◆ Records from a dataset
--------
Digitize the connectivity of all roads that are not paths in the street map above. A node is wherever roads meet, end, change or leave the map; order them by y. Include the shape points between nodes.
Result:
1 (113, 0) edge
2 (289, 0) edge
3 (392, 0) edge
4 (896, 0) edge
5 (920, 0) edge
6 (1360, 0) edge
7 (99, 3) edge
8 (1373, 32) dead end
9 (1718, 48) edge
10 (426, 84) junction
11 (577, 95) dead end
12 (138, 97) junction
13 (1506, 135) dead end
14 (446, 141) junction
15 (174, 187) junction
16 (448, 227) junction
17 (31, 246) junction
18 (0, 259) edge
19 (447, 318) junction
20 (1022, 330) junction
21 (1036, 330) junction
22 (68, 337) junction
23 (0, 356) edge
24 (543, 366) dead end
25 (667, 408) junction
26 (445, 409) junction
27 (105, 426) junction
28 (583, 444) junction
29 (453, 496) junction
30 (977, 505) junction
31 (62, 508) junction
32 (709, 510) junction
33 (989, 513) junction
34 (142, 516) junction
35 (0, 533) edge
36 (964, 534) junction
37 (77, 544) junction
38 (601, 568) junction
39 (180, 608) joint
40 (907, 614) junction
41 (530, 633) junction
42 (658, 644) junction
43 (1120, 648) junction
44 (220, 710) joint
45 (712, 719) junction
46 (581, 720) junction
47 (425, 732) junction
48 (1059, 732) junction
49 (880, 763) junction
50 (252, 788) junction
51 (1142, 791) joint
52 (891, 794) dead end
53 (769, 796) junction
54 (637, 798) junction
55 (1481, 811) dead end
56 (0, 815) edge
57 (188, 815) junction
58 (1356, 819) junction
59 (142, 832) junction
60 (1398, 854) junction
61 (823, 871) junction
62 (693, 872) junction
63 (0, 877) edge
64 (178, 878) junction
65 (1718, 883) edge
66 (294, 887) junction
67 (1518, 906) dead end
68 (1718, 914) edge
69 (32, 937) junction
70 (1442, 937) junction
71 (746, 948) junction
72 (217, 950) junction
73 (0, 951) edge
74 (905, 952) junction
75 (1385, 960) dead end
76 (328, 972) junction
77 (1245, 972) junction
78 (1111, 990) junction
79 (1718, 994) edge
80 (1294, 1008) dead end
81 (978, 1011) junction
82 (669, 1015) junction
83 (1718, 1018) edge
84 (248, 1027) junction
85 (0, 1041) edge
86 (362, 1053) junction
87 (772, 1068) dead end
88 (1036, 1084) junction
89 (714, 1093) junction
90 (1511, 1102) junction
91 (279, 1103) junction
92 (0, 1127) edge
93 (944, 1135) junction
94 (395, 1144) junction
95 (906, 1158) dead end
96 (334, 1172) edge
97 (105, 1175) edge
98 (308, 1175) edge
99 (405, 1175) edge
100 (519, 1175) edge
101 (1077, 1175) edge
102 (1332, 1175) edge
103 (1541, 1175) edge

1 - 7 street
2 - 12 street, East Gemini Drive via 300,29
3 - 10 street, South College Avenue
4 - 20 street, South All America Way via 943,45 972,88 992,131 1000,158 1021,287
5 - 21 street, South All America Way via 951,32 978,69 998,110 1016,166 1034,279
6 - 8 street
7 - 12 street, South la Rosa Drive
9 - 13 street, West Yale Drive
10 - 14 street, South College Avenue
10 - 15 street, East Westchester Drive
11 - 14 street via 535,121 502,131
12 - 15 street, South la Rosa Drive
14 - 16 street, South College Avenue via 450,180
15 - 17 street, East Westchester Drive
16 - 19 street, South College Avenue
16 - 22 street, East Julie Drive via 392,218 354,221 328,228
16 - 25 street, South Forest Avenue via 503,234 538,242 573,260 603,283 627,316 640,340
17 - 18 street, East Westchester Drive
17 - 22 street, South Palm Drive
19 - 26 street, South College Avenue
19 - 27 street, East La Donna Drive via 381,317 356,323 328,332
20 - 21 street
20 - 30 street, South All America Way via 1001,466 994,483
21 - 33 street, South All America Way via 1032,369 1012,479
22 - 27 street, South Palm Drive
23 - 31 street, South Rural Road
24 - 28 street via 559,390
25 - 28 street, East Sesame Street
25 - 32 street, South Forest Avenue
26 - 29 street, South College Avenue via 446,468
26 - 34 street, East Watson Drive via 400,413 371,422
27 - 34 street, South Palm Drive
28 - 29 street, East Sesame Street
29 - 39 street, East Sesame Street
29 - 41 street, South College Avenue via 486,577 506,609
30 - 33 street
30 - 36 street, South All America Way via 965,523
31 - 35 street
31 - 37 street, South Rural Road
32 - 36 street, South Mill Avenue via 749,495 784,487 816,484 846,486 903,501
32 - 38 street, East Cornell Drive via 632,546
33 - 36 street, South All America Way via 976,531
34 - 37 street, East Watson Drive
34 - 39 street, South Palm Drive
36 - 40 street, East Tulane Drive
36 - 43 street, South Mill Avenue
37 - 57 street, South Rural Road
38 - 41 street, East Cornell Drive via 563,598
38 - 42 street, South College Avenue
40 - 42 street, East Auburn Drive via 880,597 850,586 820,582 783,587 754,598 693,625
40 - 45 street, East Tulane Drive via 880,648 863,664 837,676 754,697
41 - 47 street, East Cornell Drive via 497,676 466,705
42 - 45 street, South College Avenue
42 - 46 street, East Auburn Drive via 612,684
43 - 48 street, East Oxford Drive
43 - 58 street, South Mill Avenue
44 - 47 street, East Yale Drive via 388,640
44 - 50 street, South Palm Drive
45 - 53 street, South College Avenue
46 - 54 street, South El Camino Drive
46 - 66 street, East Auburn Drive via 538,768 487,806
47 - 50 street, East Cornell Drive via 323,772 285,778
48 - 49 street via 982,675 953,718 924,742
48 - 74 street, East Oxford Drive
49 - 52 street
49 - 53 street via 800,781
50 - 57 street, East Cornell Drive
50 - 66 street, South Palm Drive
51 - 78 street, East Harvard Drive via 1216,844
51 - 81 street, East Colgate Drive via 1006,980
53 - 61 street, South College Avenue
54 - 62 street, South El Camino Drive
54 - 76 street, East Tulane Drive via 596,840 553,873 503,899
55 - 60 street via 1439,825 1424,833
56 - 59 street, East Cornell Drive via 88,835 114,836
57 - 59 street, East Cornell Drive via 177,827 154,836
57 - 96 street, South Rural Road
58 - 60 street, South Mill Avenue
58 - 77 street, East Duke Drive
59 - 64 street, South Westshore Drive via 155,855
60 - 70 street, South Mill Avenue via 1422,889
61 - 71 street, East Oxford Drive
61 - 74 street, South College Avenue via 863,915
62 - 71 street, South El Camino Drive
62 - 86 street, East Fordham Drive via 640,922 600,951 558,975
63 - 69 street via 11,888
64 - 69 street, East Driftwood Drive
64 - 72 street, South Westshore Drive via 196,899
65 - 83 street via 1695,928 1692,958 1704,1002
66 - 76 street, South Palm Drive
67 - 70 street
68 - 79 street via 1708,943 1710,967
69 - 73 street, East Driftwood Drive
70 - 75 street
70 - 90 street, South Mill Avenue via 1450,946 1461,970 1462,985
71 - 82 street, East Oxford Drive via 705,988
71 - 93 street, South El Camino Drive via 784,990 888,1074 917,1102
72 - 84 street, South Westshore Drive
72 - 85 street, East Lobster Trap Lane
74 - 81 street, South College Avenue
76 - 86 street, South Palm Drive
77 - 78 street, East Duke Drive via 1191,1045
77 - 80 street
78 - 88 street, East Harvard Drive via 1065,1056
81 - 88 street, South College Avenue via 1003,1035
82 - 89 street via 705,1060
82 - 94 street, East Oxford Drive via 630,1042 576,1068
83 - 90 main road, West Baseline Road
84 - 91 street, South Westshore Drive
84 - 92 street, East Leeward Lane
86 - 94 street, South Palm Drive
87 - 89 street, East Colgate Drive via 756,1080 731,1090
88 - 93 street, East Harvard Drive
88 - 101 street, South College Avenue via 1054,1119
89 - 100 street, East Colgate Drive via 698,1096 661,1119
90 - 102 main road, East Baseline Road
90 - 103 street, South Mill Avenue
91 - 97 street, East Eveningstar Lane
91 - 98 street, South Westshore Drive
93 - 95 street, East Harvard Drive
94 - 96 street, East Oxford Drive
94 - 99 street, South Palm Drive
--------
◆ What is being asked
Your job is to copy out every line from the records above that has the word "Duke".

◆ Output of the exercise
58 - 77 street, East Duke Drive
77 - 78 street, East Duke Drive via 1191,1045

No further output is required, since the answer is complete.